§ The task: Retype the records below exactly as they stand, but with no images.

= = = = =

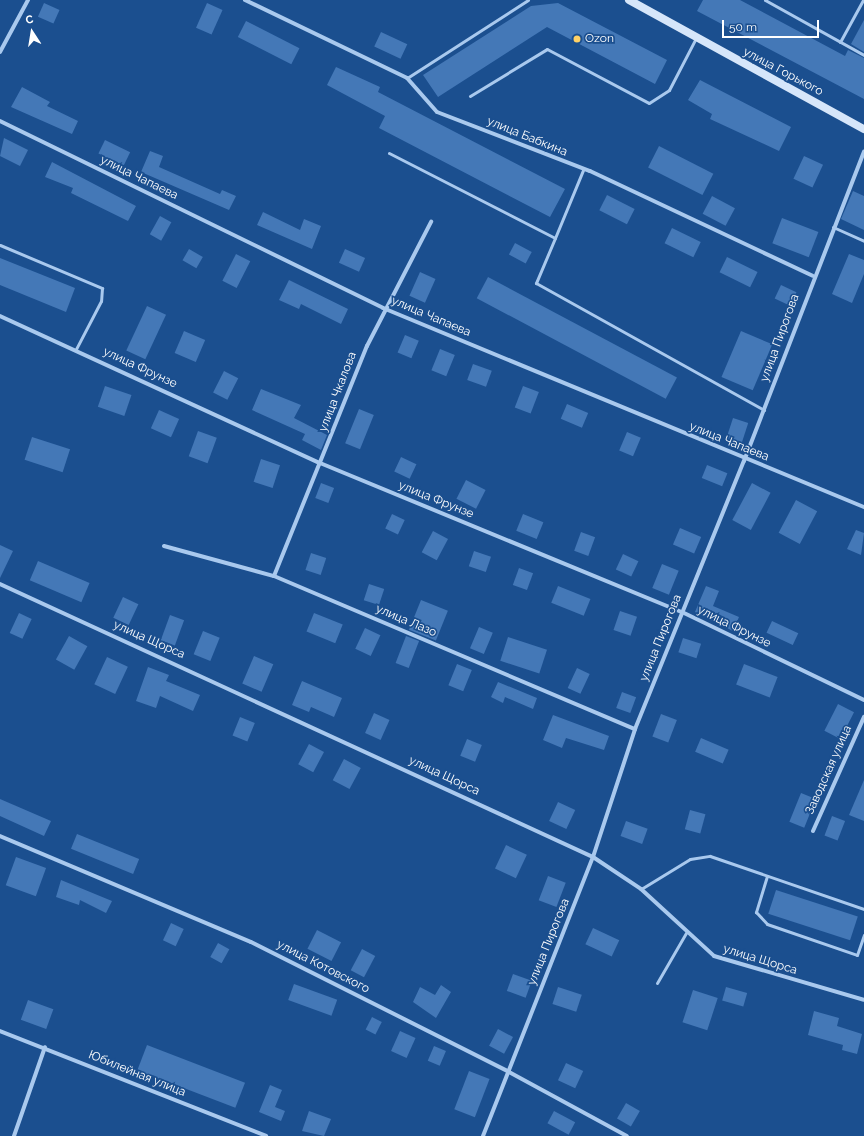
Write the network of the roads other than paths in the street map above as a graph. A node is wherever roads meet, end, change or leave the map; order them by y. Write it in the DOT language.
graph roads {
  1 [pos="28,0"];
  2 [pos="246,0"];
  3 [pos="528,0"];
  4 [pos="629,0"];
  5 [pos="765,0"];
  6 [pos="863,0"];
  7 [pos="696,38"];
  8 [pos="840,42"];
  9 [pos="0,52"];
  10 [pos="864,55"];
  11 [pos="407,78"];
  12 [pos="470,96"];
  13 [pos="0,121"];
  14 [pos="864,129"];
  15 [pos="864,151"];
  16 [pos="389,153"];
  17 [pos="583,170"];
  18 [pos="432,222"];
  19 [pos="833,227"];
  20 [pos="555,238"];
  21 [pos="864,241"];
  22 [pos="0,245"];
  23 [pos="813,276"];
  24 [pos="383,308"];
  25 [pos="0,316"];
  26 [pos="76,348"];
  27 [pos="764,410"];
  28 [pos="744,461"];
  29 [pos="320,463"];
  30 [pos="864,508"];
  31 [pos="164,546"];
  32 [pos="274,576"];
  33 [pos="0,584"];
  34 [pos="682,612"];
  35 [pos="864,700"];
  36 [pos="864,717"];
  37 [pos="635,729"];
  38 [pos="813,831"];
  39 [pos="0,836"];
  40 [pos="593,857"];
  41 [pos="767,876"];
  42 [pos="641,889"];
  43 [pos="864,909"];
  44 [pos="686,933"];
  45 [pos="864,935"];
  46 [pos="657,983"];
  47 [pos="864,1000"];
  48 [pos="0,1031"];
  49 [pos="45,1047"];
  50 [pos="509,1072"];
  51 [pos="14,1136"];
  52 [pos="266,1136"];
  53 [pos="483,1136"];
  54 [pos="626,1136"];
  1 -- 9 [label="street"];
  2 -- 11 [label="street, улица Бабкина"];
  3 -- 11 [label="lane"];
  4 -- 7 [label="street, улица Горького"];
  5 -- 8 [label="lane"];
  6 -- 8 [label="lane"];
  7 -- 12 [label="lane"];
  7 -- 14 [label="street, улица Горького"];
  8 -- 10 [label="lane"];
  11 -- 17 [label="street, улица Бабкина"];
  13 -- 24 [label="street, улица Чапаева"];
  15 -- 19 [label="street, улица Пирогова"];
  16 -- 20 [label="lane"];
  17 -- 20 [label="lane"];
  17 -- 23 [label="street, улица Бабкина"];
  18 -- 24 [label="street, улица Чкалова"];
  19 -- 21 [label="lane"];
  19 -- 23 [label="street, улица Пирогова"];
  20 -- 27 [label="lane"];
  22 -- 26 [label="lane"];
  23 -- 27 [label="street, улица Пирогова"];
  24 -- 28 [label="street, улица Чапаева"];
  24 -- 29 [label="street, улица Чкалова"];
  25 -- 26 [label="street, улица Фрунзе"];
  26 -- 29 [label="street, улица Фрунзе"];
  27 -- 28 [label="street, улица Пирогова"];
  28 -- 30 [label="street, улица Чапаева"];
  28 -- 34 [label="street, улица Пирогова"];
  29 -- 32 [label="street, улица Чкалова"];
  29 -- 34 [label="street, улица Фрунзе"];
  31 -- 32 [label="street, улица Лазо"];
  32 -- 37 [label="street, улица Лазо"];
  33 -- 40 [label="street, улица Щорса"];
  34 -- 35 [label="street, улица Фрунзе"];
  34 -- 37 [label="street, улица Пирогова"];
  36 -- 38 [label="street, Заводская улица"];
  37 -- 40 [label="street, улица Пирогова"];
  39 -- 50 [label="street, улица Котовского"];
  40 -- 42 [label="street, улица Щорса"];
  40 -- 50 [label="street, улица Пирогова"];
  41 -- 42 [label="lane"];
  41 -- 43 [label="lane"];
  41 -- 45 [label="lane"];
  42 -- 44 [label="street, улица Щорса"];
  44 -- 46 [label="lane"];
  44 -- 47 [label="street, улица Щорса"];
  48 -- 49 [label="street, Юбилейная улица"];
  49 -- 51 [label="street"];
  49 -- 52 [label="street, Юбилейная улица"];
  50 -- 53 [label="street, улица Пирогова"];
  50 -- 54 [label="street, улица Котовского"];
}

= = = = =

§ Task solution:
Write the network of the roads other than paths in the street map above as a graph. A node is wherever roads meet, end, change or leave the map; order them by y. Write it in the DOT language.
graph roads {
  1 [pos="28,0"];
  2 [pos="246,0"];
  3 [pos="528,0"];
  4 [pos="629,0"];
  5 [pos="765,0"];
  6 [pos="863,0"];
  7 [pos="696,38"];
  8 [pos="840,42"];
  9 [pos="0,52"];
  10 [pos="864,55"];
  11 [pos="407,78"];
  12 [pos="470,96"];
  13 [pos="0,121"];
  14 [pos="864,129"];
  15 [pos="864,151"];
  16 [pos="389,153"];
  17 [pos="583,170"];
  18 [pos="432,222"];
  19 [pos="833,227"];
  20 [pos="555,238"];
  21 [pos="864,241"];
  22 [pos="0,245"];
  23 [pos="813,276"];
  24 [pos="383,308"];
  25 [pos="0,316"];
  26 [pos="76,348"];
  27 [pos="764,410"];
  28 [pos="744,461"];
  29 [pos="320,463"];
  30 [pos="864,508"];
  31 [pos="164,546"];
  32 [pos="274,576"];
  33 [pos="0,584"];
  34 [pos="682,612"];
  35 [pos="864,700"];
  36 [pos="864,717"];
  37 [pos="635,729"];
  38 [pos="813,831"];
  39 [pos="0,836"];
  40 [pos="593,857"];
  41 [pos="767,876"];
  42 [pos="641,889"];
  43 [pos="864,909"];
  44 [pos="686,933"];
  45 [pos="864,935"];
  46 [pos="657,983"];
  47 [pos="864,1000"];
  48 [pos="0,1031"];
  49 [pos="45,1047"];
  50 [pos="509,1072"];
  51 [pos="14,1136"];
  52 [pos="266,1136"];
  53 [pos="483,1136"];
  54 [pos="626,1136"];
  1 -- 9 [label="street"];
  2 -- 11 [label="street, улица Бабкина"];
  3 -- 11 [label="lane"];
  4 -- 7 [label="street, улица Горького"];
  5 -- 8 [label="lane"];
  6 -- 8 [label="lane"];
  7 -- 12 [label="lane"];
  7 -- 14 [label="street, улица Горького"];
  8 -- 10 [label="lane"];
  11 -- 17 [label="street, улица Бабкина"];
  13 -- 24 [label="street, улица Чапаева"];
  15 -- 19 [label="street, улица Пирогова"];
  16 -- 20 [label="lane"];
  17 -- 20 [label="lane"];
  17 -- 23 [label="street, улица Бабкина"];
  18 -- 24 [label="street, улица Чкалова"];
  19 -- 21 [label="lane"];
  19 -- 23 [label="street, улица Пирогова"];
  20 -- 27 [label="lane"];
  22 -- 26 [label="lane"];
  23 -- 27 [label="street, улица Пирогова"];
  24 -- 28 [label="street, улица Чапаева"];
  24 -- 29 [label="street, улица Чкалова"];
  25 -- 26 [label="street, улица Фрунзе"];
  26 -- 29 [label="street, улица Фрунзе"];
  27 -- 28 [label="street, улица Пирогова"];
  28 -- 30 [label="street, улица Чапаева"];
  28 -- 34 [label="street, улица Пирогова"];
  29 -- 32 [label="street, улица Чкалова"];
  29 -- 34 [label="street, улица Фрунзе"];
  31 -- 32 [label="street, улица Лазо"];
  32 -- 37 [label="street, улица Лазо"];
  33 -- 40 [label="street, улица Щорса"];
  34 -- 35 [label="street, улица Фрунзе"];
  34 -- 37 [label="street, улица Пирогова"];
  36 -- 38 [label="street, Заводская улица"];
  37 -- 40 [label="street, улица Пирогова"];
  39 -- 50 [label="street, улица Котовского"];
  40 -- 42 [label="street, улица Щорса"];
  40 -- 50 [label="street, улица Пирогова"];
  41 -- 42 [label="lane"];
  41 -- 43 [label="lane"];
  41 -- 45 [label="lane"];
  42 -- 44 [label="street, улица Щорса"];
  44 -- 46 [label="lane"];
  44 -- 47 [label="street, улица Щорса"];
  48 -- 49 [label="street, Юбилейная улица"];
  49 -- 51 [label="street"];
  49 -- 52 [label="street, Юбилейная улица"];
  50 -- 53 [label="street, улица Пирогова"];
  50 -- 54 [label="street, улица Котовского"];
}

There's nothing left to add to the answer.